Explanations of Scan dimension handling#
The scan dimensions are organized following the data structure. Both in the case of individual files and of container files (e.g. Hdf5), individual frames from a multi-dimension scan are acquired and stored in a linear manner. The scan dimensions must be set up to allow pydidas to extract the multi-dimensional coordinate from the single frame number.
The number of scan dimensions starts with 0, in accordance with Python’s convention of zero-based indexing. The first scan dimension is therefore referred to as dim_0, the second as dim_1, and so on.
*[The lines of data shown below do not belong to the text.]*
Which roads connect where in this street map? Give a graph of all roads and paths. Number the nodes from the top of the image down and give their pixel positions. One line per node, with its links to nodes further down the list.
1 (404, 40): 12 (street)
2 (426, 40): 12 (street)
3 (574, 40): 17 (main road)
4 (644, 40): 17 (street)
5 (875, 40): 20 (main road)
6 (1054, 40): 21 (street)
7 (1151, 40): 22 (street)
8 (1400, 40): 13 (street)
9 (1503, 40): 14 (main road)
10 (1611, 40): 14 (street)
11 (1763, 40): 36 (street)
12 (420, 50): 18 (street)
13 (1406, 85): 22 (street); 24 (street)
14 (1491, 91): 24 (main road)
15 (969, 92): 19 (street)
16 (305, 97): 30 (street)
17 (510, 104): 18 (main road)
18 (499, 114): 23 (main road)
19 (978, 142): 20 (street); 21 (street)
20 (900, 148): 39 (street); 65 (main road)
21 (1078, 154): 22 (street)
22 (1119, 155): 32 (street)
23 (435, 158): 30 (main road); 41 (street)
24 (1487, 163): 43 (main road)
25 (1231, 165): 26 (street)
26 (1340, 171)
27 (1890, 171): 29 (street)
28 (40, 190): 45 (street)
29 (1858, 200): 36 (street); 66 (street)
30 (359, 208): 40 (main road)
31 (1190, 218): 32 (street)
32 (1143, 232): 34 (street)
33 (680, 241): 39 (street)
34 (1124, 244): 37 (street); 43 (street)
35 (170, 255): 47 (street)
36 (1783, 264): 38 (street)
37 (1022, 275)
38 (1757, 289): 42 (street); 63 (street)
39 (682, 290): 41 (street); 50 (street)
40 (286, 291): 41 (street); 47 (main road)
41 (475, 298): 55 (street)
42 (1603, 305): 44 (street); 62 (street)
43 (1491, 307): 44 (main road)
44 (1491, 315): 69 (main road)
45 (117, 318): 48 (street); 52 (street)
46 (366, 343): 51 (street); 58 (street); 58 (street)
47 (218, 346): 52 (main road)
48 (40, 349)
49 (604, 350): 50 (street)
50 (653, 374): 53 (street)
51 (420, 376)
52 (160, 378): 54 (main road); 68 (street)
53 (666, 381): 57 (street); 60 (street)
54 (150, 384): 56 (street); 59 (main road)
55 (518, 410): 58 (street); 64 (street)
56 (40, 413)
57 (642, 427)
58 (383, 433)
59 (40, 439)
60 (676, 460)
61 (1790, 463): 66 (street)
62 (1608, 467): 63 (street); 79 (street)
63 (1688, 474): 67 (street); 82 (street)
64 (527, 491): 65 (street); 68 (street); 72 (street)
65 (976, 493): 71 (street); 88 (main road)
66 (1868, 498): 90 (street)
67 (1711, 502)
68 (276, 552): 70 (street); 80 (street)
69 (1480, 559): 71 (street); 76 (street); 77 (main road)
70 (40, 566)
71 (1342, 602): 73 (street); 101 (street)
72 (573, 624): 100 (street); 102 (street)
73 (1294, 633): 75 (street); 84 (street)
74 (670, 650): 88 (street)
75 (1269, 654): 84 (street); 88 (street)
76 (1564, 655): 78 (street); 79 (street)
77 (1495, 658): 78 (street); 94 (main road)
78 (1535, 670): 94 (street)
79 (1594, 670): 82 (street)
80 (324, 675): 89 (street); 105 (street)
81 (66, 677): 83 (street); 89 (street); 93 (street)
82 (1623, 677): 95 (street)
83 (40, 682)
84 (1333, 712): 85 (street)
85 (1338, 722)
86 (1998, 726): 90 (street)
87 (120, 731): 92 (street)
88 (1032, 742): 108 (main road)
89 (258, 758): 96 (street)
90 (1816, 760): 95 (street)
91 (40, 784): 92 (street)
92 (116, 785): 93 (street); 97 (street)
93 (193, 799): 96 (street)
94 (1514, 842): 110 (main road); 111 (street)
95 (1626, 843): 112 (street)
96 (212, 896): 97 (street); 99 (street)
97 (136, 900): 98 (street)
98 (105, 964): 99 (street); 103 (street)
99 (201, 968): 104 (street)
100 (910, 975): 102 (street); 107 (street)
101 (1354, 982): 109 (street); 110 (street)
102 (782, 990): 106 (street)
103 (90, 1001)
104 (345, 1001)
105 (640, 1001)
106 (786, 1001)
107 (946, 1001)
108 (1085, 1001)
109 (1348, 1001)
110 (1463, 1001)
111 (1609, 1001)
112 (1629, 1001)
For a 2-dimensional scan which uses the motors A and B, the structure would be:
n = 0
for i in dim_0_points:
move motor A to position(i)
for j in dim_1_points:
move motor B to position(j)
acquire image n
n = n + 1
The frame index n is not explicitly defined but usually incremented by the detector
control software. However, it is also implicitly defined through
n(i, j) = i * number(dim_1_points) + j
. Pydidas follows the convention of defining
scan dimension 0 as the slowest and scan dimension n-1 in a n-dimensional scan as
the fastest.
Example#
Consider the following example of a two-dimensional mesh scan in x and z: Three line scans with 6 points each in x inside a loop over 3 z positions:

Programmatically, this scan is written as:
n = 0
for i_z in [0, 1, 2]:
move z-motor to position z(i_z)
for j_x in [0, 1, 2, 3, 4, 5]:
move x-motor to position x(j_x)
acquire image n
n = n + 1
The (detector) frame numbers n are given by incrementing a global index,
starting with n = 0
:

Because x is iterating faster than z, it is considered the fast axis and must be put as the second scan dimension (scan dim #1 in pydidas) to be consistent with the programmatical scan order.